| | | The Secret Gay World of ISIS...
The Secret, Hypocritical Gay World of ISIS
ISIS murdered a 15-year-old accused of being gay but spared the life of his ‘rapist,’ a senior jihadi commander. What lies behind the brutal double standard? The murder of a 15-year-old teenager, thrown to his death by ISIS for being gay, not only reveals—yet again—the terror group’s murderous homophobia, but also the hypocrisy that exists alongside it.
A senior commander of the so-called Islamic State, named in reports as Abu Zaid al-Jazrawi, was having some kind of relationship with this as-yet-nameless 15-year-old, but the more senior man was not killed.

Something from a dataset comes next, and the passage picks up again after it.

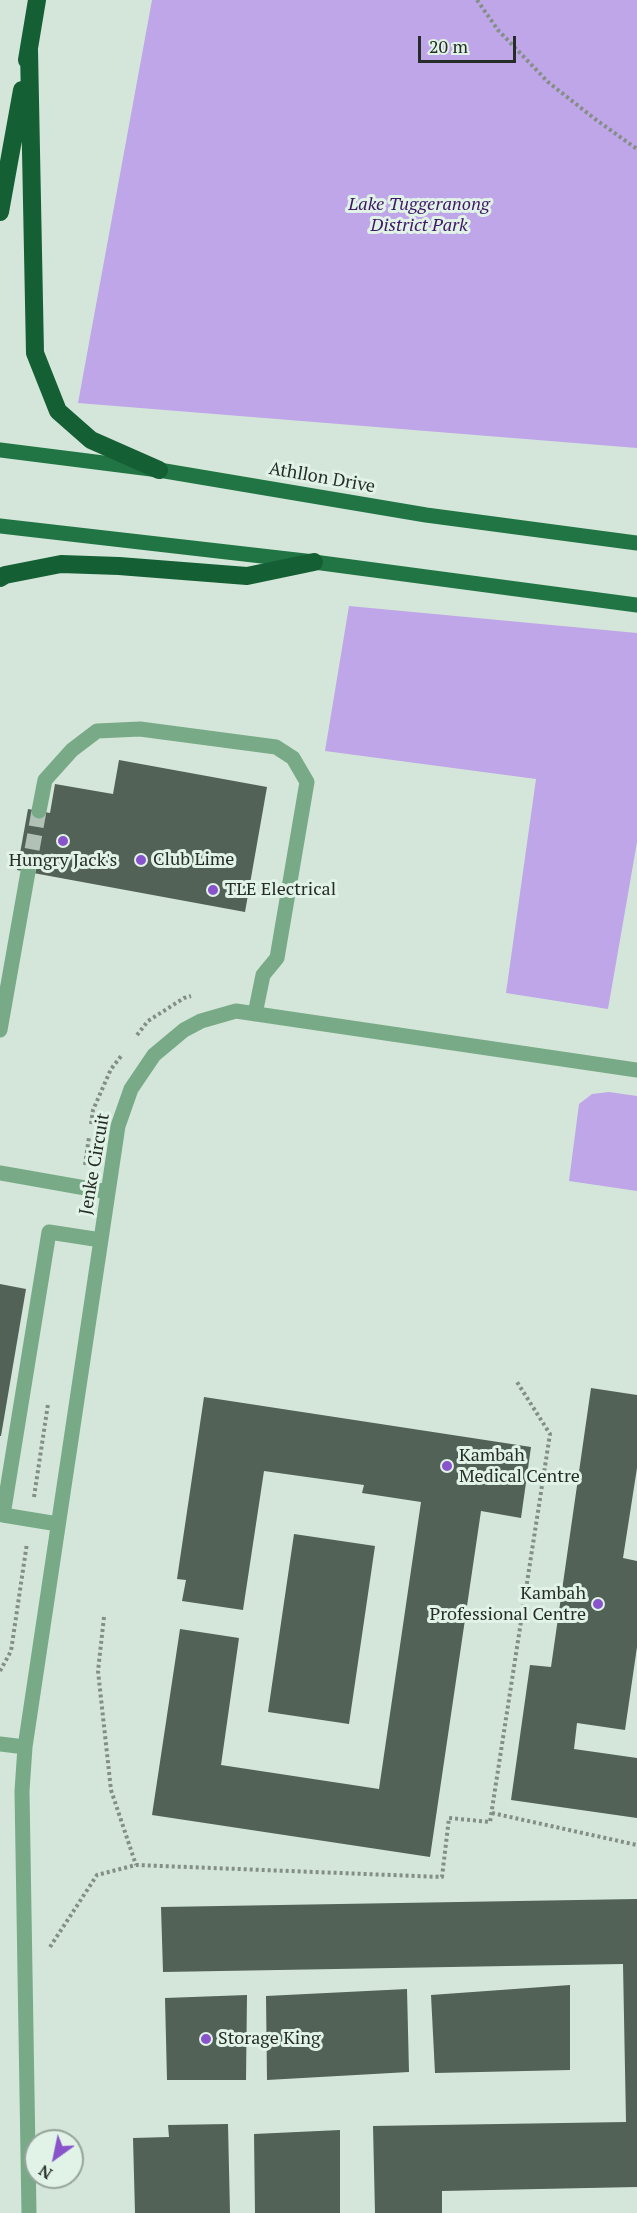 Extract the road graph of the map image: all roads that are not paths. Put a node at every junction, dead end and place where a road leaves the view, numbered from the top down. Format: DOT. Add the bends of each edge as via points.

Instead, he was reportedly flogged, and forced to leave Syria and join the fighting fronts in northwestern Iraq.
The boy, killed in Deir ez-Zor, Syria’s seventh largest city, is not the first to be murdered in such a manner: the images of men, accused and suspected of being gay, being thrown to their deaths from tall buildings has become brutally familiar.
On Tuesday, the U.K.-based Syrian Observatory For Human Rights, told The Independent that at least 25 people have been killed by ISIS for being gay: six stoned to death, three killed by being shot in the head, and 16 thrown from high-rise buildings.
Of the 15-year-old’s killing, “The horrific execution took place in front of a large crowd,” a local media activist and an eyewitness told Syrian news agency ARA News.
“The boy was accused of being engaged in a homosexual relation with the prominent ISIS officer Abu Zaid al-Jazrawi,” media activist Sarai al-Din told the agency.
The Sharia Court in Deir ez-Zor reportedly said that Abu Zaid should, like the boy, die for being gay, but ISIS commanders demanded he be sent to fight in Iraq instead.
Subhi Nahas, a gay Syrian who escaped the country fearing for his life, and who in a history-making speech addressed the United Nations last year about LGBT persecution in Syria, told The Daily Beast that there were possible cultural reasons behind the murder of one young man and the reprieve of his older sexual partner, described as the teen’s “rapist” in some reports.
“In writings after the formation of Islam, there came the idea of young boys, known as gelman, who were hermaphrodite or underage used for the pleasure of older men, because they could not get pregnant,” said Nahas. “The boys were castrated, so they could not grow facial hair.”
The descriptions of the 15-year-old’s relationship with the commander are contradictory: it has been variously described as a “sexual relation” and “rape.” How consensual or coercive the relationship was is unclear, as is the nature of the relationship between the older and younger man.
A man believed to be Abu Zaid al-Jazrawi. (Handout) “Culturally, Islam always related homosexuality to pedophilia,” said Nahas, now an activist with the Organization For Refuge, Asylum & Migration(ORAM). “No distinction is drawn between the two. If somebody raped a boy they called him a homosexual not a pedophile. Maybe this commander had a kind of waiver given to him by his peers. They think, ‘He does great things for people. We cannot kill him, but we need a scapegoat, the boy.’